Opensource.com presents a quick guide to the Linux applications’ binary interface (ABI). It is intended to familiarize you with the concept of an ABI, why ABI stability matters, and what is included in Linux’s stable ABI.
Linus Torvalds’ famous admonition, is “we don’t break user space,” but perhaps not everyone who recognizes the phrase is certain about what it means.
The “#1 rule” reminds developers about the stability of the applications’ binary interface via which applications communicate with and configure the kernel.
What follows is intended to familiarize readers with the concept of an ABI, describe why ABI stability matters, and discuss precisely what is included in Linux’s stable ABI. The ongoing growth and evolution of Linux necessitate changes to the ABI, some of which have been controversial.

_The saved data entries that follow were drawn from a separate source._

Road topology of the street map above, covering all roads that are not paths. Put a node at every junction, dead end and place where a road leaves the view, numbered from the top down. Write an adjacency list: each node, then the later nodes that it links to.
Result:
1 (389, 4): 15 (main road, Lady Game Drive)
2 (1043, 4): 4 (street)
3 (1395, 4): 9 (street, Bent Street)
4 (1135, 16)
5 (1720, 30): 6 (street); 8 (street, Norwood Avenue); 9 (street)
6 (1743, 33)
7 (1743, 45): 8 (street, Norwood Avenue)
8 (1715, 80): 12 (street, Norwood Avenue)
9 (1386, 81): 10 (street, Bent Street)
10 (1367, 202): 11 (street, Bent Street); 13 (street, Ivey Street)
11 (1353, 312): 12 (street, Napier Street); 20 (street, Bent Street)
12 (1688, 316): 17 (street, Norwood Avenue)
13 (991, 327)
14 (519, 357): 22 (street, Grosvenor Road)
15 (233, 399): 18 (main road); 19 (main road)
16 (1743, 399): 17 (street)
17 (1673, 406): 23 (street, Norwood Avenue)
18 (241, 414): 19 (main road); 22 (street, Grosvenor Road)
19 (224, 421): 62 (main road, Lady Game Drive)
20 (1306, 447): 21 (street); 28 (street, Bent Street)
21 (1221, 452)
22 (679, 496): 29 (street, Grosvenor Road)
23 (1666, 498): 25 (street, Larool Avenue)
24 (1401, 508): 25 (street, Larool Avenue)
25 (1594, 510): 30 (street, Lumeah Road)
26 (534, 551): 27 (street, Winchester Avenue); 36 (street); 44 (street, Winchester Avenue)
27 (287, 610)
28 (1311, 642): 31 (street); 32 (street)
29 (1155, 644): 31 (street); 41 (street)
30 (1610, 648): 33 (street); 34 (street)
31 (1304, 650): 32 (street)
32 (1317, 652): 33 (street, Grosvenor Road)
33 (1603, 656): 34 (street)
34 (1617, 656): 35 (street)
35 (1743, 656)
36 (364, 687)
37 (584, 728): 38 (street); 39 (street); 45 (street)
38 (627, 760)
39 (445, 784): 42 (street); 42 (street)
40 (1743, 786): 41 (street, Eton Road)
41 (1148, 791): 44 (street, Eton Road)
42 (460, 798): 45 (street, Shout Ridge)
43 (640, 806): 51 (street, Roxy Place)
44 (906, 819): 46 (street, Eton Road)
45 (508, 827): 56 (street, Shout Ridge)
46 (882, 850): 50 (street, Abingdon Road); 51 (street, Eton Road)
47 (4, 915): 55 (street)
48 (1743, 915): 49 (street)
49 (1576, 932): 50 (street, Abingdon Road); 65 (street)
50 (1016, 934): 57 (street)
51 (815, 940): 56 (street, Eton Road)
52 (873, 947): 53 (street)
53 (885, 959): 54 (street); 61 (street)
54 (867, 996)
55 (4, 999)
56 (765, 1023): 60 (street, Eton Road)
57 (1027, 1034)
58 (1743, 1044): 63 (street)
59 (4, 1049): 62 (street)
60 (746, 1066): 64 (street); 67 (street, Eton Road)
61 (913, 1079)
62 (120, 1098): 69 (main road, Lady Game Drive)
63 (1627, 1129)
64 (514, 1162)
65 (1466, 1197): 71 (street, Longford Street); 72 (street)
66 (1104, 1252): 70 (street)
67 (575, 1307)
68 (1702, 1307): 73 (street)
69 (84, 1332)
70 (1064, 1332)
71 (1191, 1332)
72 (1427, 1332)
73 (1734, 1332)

ABI stands for Applications Binary Interface. One way to understand the concept of an ABI is to consider what it is not. Applications Programming Interfaces (APIs) are more familiar to many developers. Generally, the headers and documentation of libraries are considered to be their API, as are standards documents like those for HTML5, for example. Programs that call into libraries or exchange string-formatted data must comply with the conventions described in the API or expect unwanted results.
ABIs are similar to APIs in that they govern the interpretation of commands and exchange of binary data. For C programs, the ABI generally comprises the return types and parameter lists of functions, the layout of structs, and the meaning, ordering, and range of enumerated types. The Linux kernel remains, as of 2022, almost entirely a C program, so it must adhere to these specifications.